Tongue thrusting (also called reverse swallowing or immature swallow) is an orofacial muscular imbalance that causes the tongue to protrude through the anterior incisors during speech, swallowing, and in some cases when the tongue is at rest. It can cause serious orthodontic problems if unaddressed.
Among infants up to the age of 6 months, tongue thrusting is normal and no cause for concern. Around 6 months, most babies grow out of it, a sign that they’re ready to start eating baby food.
If tongue thrust continues past this point, and especially past the age of 4 years, it can cause serious orthodontic problems. This is one of the many reasons that children should be evaluated by an orthodontist at an early age.
On average, a person swallows 1,200 - 2,000 times a day, with each swallow placing about 4 pounds of pressure each time. If tongue thrusting is an issue, this continuous pressure can force the teeth out of alignment.

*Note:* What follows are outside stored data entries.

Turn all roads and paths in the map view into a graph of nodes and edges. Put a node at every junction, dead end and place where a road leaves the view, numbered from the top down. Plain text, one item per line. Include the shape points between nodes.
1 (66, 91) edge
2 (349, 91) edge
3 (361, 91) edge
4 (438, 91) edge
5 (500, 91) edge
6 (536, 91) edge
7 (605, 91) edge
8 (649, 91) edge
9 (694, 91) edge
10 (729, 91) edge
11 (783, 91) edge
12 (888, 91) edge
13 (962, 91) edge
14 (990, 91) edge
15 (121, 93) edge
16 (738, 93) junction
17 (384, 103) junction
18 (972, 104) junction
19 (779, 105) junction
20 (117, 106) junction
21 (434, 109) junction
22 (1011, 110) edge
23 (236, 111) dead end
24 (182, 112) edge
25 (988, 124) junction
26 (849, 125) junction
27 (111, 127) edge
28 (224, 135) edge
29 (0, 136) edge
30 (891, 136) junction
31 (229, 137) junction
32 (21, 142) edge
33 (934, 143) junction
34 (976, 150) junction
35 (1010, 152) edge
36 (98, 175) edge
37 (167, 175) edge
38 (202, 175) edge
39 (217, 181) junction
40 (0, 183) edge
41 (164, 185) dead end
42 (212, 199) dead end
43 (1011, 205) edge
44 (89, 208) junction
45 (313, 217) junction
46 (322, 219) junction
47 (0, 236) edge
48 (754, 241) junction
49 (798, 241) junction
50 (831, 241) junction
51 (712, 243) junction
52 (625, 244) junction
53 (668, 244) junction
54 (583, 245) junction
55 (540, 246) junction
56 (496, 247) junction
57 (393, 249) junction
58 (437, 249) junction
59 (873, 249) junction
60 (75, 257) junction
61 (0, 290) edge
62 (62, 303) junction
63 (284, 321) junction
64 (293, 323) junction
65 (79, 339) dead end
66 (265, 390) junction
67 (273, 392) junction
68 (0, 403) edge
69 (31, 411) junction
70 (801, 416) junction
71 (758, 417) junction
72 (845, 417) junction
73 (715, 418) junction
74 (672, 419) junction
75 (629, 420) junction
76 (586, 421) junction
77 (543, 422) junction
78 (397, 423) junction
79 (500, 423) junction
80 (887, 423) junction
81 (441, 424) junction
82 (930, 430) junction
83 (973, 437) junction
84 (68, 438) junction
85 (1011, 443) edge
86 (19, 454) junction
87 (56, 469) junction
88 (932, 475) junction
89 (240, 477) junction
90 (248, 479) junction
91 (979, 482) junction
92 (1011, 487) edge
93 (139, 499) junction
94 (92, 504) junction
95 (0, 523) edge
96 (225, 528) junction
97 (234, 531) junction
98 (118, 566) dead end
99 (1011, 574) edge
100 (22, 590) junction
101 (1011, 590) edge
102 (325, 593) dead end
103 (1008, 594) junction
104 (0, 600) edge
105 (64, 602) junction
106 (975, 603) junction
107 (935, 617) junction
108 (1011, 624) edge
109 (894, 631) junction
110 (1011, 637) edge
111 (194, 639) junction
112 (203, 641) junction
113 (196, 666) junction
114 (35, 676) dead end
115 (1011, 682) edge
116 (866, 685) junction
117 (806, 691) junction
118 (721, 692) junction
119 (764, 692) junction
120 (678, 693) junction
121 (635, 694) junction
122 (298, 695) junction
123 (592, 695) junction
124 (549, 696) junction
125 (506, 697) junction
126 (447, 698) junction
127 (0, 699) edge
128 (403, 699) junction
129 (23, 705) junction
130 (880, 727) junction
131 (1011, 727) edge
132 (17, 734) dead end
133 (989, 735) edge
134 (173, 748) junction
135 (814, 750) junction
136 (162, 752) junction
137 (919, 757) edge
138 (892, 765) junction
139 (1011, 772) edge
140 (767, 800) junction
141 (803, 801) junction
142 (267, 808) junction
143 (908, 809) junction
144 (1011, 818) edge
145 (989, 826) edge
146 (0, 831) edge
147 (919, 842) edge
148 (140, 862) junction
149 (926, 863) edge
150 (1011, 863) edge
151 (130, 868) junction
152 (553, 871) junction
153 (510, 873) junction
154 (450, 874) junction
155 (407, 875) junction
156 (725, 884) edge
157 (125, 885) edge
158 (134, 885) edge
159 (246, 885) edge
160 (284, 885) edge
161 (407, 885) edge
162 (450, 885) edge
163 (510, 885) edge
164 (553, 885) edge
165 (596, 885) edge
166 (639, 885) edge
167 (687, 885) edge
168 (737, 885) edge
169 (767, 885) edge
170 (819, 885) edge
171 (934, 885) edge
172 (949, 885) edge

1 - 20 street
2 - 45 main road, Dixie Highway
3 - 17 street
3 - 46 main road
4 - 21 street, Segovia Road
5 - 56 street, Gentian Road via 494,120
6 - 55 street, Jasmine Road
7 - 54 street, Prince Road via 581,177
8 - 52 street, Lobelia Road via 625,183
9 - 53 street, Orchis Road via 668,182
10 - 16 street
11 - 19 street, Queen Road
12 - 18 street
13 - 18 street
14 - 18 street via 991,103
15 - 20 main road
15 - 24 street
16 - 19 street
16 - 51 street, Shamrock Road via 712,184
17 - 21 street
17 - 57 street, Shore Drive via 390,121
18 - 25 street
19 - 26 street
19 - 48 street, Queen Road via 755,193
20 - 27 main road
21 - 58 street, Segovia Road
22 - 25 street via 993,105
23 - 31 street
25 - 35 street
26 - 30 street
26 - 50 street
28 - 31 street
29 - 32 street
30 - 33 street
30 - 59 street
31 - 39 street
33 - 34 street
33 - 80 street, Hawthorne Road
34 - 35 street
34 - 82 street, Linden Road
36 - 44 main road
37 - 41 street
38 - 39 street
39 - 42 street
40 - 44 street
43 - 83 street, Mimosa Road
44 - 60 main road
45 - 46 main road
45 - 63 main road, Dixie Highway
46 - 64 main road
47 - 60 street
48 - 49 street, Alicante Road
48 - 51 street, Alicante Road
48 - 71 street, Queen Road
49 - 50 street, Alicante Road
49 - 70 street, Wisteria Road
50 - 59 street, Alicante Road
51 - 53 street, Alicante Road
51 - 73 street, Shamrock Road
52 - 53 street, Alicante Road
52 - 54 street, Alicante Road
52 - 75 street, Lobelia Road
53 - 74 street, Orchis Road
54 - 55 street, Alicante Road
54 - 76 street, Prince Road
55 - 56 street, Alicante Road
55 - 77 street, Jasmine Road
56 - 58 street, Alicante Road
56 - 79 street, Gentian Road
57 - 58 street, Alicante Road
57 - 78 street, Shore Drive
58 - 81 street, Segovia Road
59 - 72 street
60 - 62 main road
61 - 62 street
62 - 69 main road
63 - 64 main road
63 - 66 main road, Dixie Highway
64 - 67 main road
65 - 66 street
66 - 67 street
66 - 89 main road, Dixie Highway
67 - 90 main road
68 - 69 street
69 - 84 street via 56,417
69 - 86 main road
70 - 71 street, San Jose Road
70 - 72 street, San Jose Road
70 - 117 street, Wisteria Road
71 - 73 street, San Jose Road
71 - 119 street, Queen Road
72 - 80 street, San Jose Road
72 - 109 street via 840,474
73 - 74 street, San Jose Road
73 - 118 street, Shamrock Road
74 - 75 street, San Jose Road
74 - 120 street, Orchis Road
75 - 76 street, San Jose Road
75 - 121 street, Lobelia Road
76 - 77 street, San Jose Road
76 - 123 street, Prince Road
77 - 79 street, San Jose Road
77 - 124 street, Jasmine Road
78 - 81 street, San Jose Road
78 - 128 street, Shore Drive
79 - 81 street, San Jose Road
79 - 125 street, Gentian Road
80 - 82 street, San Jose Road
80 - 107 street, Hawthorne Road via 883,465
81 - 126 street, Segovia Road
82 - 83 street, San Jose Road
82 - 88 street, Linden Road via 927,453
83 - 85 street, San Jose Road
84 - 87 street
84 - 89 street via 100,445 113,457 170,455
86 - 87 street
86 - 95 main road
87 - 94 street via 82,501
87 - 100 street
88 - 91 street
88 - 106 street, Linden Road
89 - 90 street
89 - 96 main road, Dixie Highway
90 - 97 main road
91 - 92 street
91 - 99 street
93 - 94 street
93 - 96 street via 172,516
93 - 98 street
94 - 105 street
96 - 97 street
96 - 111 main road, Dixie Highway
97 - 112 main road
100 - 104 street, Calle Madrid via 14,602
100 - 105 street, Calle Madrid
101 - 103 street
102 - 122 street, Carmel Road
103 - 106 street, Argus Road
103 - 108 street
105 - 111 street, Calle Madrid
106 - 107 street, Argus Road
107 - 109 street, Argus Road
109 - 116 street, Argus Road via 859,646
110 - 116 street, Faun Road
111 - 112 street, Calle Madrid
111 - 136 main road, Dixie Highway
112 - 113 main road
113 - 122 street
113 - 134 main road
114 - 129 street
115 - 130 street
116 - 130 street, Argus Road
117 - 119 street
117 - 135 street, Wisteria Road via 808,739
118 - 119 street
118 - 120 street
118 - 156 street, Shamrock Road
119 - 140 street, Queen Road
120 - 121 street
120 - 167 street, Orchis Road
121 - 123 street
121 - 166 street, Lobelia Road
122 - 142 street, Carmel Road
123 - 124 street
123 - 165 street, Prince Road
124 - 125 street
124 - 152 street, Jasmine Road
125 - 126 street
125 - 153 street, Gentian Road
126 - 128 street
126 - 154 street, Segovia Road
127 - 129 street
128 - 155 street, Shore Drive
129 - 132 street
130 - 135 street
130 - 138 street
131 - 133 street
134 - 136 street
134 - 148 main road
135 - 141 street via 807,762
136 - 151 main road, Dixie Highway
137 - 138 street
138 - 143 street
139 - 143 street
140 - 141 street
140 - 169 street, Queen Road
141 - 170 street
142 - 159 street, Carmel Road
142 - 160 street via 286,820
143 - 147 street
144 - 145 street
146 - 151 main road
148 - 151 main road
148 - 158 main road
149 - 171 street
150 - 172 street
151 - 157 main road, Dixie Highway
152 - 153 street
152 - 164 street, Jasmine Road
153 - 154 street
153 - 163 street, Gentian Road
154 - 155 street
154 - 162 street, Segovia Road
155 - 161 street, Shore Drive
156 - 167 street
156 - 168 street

As a result, many people who tongue thrust suffer from open bites and other orthodontic problems. And in fact, if the tongue thrusting issue isn't addressed, it can sometimes even cause dental and orthodontic issues to relapse after treatment.
Tongue Thrust Treatment
There are two different ways to treat tongue thrusting. The first option is the placement of a nightguard or a more permanent dental appliance that can only be removed or adjusted by an orthodontist. This appliance creates a physical barrier that can make tongue thrusting more difficult or uncomfortable for the patient, and thereby eventually reverses the habit.
The second option is orofacial myofunctional therapy. This therapy is designed to re-train the muscles associated with swallowing by way of changing the swallowing pattern.